Thursday, Feb. 10, 2011 marked the release of the Apple iPhone 4G to Verizon Wireless stores all over the country, and the end of AT&T’s reign of exclusive rights to the iPhone.

For three years, the iPhone was only available to AT&T customers, as Verizon sold other smart phones such as the Android, made by Motorola and HTC. But on Jan. 11, 2011, Apple and Verizon put out a press release announcing that the two corporations would be partnering to make the iPhone 4G available to Verizon Wireless customers for the first time.

Verizon iPhone sales skyrocket

According to a news release on the Verizon website, Verizon made the largest amount of sales for a phone in such a short time since the company Bell Atlantic Corporation (a split off company from AT&T) became Verizon Wireless in June of 2000. During their pre-sale to existing Verizon customers on on Feb. 3, the company sold more iPhones than any other first-day phone launch in history, with just over 500,000 phones sold in two hours.

Customers offer their opinions

There is a vast array of opinions regarding the iPhone’s new availability under Verizon coverage, and it comes from both AT&T and Verizon users.

“I want to switch over to Verizon so badly,” freshman Kris Ringler, an AT&T iPhone owner said. “Verizon has better coverage than AT&T in this area, and it wouldn’t charge ridiculous prices for the iPhone like AT&T does.”

AT&T isn’t the only company losing something to Verizon. Several critics have said that the Android phones will also lose out in this deal.

“I wish I would have waited for the iPhone,” Kaci Piccillo, a new Droid owner, said. She recently obtained a Droid, but within weeks, Verizon announced their partnership with Apple for iPhone rights.

iPhone sales rival Android popularity

Piccillo is not the only one with this dilemma. Many people are trading in their Droids and smart phones for cash so they can buy the Verizon iPhone. Verizon is offering a trade-in program to refund people for their smart phones for sometimes over $200.

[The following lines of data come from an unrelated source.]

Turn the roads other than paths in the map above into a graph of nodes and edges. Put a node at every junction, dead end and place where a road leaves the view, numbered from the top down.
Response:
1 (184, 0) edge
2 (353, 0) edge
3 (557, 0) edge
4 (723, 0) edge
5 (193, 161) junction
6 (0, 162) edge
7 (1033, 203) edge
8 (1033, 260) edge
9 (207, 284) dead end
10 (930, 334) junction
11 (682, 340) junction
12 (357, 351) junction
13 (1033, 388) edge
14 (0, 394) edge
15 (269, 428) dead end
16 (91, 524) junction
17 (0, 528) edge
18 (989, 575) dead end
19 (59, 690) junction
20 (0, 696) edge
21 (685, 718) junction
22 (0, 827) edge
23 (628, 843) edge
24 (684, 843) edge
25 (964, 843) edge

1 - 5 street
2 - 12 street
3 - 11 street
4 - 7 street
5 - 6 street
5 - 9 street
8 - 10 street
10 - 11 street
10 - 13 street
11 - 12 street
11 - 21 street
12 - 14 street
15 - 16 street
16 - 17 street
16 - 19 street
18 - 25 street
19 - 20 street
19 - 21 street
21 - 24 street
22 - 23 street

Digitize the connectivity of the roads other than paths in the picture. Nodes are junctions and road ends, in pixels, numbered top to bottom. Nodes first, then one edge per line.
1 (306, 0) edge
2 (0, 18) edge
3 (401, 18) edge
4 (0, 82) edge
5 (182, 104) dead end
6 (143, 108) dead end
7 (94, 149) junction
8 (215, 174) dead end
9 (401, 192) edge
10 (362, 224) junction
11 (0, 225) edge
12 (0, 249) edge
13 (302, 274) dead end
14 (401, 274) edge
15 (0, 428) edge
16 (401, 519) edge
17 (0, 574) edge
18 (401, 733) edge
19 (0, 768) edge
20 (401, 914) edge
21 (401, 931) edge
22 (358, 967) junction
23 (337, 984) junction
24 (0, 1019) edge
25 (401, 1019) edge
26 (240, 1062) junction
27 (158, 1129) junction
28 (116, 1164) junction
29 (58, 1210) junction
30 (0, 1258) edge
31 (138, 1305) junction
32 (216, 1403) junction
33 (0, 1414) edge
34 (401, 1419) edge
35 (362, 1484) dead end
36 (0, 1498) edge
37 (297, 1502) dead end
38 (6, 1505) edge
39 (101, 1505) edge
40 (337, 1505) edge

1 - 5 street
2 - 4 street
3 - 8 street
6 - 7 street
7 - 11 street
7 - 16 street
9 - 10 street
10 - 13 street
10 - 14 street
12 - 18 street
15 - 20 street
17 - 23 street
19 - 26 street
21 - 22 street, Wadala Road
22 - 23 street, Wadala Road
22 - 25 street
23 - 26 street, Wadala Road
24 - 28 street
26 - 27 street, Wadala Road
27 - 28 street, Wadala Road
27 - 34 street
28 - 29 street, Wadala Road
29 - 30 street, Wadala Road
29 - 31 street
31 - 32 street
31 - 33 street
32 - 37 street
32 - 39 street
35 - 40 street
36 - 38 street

While Android phones will go through a struggle now that they are competing with iPhones under the Verizon service coverage, not everyone said they would switch over.

“I’m not switching to the iPhone,” freshman Eddie Keller, proud Droid owner, said. “I love my Droid too much to do that.”

Apple’s reason for stalling on Verizon

With the success of the iPhone being sold to Verizon customers, many wonder why Apple did not open up the iPhone to other service providers earlier.

“Apple has always been a trendsetter,” business professor and former Apple employee Nick Sherwin said. “They don’t always listen to their customers and their customers’ needs right away. Apple is a company that is reluctant to acknowledge their customers’ cries because they know they have superior operating systems. They keep their products exclusive and just tell everyone that [Apple] has something they want that no one else has.”

Sherwin suggested that Apple focuses more on their status of being a high-priced, high-quality, fashionable brand name than on being a customer appeasing company.

According to CNN, Apple and AT&T had a contract that gave exclusive rights to AT&T to provide service to iPhones. The date for the contract’s expiration was a well-kept secret from the public, until Apple finally stated in a press release that their agreement with AT&T would be over in June 2010.

Apple benefits from increased sales

Sherwin said that this new accessibility is probably because Apple finally realized exactly how successful they could be if they opened up the iPhone to a larger market. By realizing their customers’ longing for iPhones and supplying it to them, Apple has drastically increased their sales.

“All in all, the real winners here are the customers,” Sherwin said. “The customers win, Apple wins, Verizon wins, and the ones who really lose out in this great advancement to [the telecommunications market] are AT&T and those phones that are unable to differentiate themselves from every other phone out there on the market—those who are unwilling to innovate.”